Christianity is a monotheistic religion based on the life and teachings of Jesus of Nazareth as presented in the New Testament. Christians believe Jesus is simultaneously the son of God, God having become man, and the savior of humanity. Christians, therefore, commonly refer to Jesus as Christ or Messiah.
History and OriginsEdit
Christianity has been practiced in some form or anther for roughly 2000 years. Immediately following the time of Christ the new church of Christ consisted primarily of disparate groups of followers, due to human migratory patterns and various forms of persecution the church found itself centered in modern day Greece by about 50 AD. In the market place of ideas Christianity took the form of an increasing number of sects and the religion grew apart and grew in size filling more theological niches until the early 4th century AD. After 300 years of diversification the divergent Christian doctrines began to damage one another through competition, in response to this the First Council of Nicaea was called in 325 AD in modern day Turkey, representatives of all Christendom were in attendance and a unified doctrine detailing the relationship between Jesus on God as well as the divinity of Jesus was forged, during this time the bishop of Rome became the defacto leader of Christendom because of his political power. Power was further consolidated under the bishop of Rome following a declaration from Constantine I that officially changed the religion of Rome to Christianity. This was followed in 393 AD by the Synod of Hippo in which a universal cannon was agreed on. The decline of Rome followed these events and the division of Rome into eastern (Byzantine empire) and western (Roman empire) political powers lead to a division in the church.

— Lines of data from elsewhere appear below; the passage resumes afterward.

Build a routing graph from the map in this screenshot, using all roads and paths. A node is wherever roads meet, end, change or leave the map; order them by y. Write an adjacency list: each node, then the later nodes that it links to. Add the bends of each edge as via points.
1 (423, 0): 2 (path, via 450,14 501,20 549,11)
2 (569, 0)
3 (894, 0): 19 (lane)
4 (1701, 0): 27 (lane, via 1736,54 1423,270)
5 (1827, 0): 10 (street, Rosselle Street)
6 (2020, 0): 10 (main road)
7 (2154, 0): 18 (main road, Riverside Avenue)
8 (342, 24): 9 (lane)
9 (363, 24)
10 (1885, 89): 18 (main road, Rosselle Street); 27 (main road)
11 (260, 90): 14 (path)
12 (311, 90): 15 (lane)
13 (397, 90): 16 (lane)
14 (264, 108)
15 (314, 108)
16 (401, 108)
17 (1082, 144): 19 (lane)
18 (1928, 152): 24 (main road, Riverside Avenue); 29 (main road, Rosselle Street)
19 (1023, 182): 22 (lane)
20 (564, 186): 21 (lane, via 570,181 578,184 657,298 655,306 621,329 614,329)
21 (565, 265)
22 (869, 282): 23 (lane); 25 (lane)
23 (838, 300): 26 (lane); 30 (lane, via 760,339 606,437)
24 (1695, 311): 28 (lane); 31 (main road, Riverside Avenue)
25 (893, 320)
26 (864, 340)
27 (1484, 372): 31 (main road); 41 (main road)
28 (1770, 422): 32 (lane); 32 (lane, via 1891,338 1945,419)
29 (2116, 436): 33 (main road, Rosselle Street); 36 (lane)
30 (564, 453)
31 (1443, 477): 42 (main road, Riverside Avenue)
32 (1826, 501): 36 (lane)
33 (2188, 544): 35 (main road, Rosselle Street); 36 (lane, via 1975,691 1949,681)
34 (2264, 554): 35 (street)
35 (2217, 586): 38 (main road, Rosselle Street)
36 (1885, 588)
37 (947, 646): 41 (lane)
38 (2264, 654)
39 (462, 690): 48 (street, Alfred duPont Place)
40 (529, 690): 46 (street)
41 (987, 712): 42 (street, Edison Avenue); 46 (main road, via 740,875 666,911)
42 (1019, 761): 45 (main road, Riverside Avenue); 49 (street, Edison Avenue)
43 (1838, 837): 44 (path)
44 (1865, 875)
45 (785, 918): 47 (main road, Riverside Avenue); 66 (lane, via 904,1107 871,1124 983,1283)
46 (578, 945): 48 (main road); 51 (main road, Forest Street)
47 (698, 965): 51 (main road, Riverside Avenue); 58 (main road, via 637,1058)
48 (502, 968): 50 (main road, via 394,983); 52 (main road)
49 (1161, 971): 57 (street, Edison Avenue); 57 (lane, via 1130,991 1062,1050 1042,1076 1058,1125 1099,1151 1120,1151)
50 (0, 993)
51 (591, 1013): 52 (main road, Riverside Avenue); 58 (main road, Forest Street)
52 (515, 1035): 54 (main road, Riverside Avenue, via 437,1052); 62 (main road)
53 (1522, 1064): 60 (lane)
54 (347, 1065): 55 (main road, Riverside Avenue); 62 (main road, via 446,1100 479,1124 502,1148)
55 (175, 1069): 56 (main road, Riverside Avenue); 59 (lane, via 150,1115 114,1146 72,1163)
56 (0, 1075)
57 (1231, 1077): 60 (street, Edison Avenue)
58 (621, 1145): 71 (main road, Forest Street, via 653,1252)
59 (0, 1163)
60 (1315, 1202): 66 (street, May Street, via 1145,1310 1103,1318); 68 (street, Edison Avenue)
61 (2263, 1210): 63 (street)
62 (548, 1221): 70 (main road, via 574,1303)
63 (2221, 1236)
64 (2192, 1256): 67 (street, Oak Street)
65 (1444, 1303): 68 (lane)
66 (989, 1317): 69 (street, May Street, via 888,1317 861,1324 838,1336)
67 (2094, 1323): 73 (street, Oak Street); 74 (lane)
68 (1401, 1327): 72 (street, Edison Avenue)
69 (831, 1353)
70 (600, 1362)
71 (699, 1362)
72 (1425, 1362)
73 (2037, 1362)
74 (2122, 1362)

Durring the 5th century AD the Coptic Christians of North Africa broke off from the Roman Catholic Church and then in the 11th century the Great Schism occurred breaking the church headed by Rome from the Church headed by Constantinople apart. The Constantinople based church further divided into the 14 or so easter orthodox churches we have remaining today. In europe the catholic church was able to remain unified (although differing traditions such as the Franciscans and Gregorians did arise and remain to this day) and maintained a monopoly on religious endeavors until the protestant reformation began in 1517 with Martin Luthers publication of the 95 theses.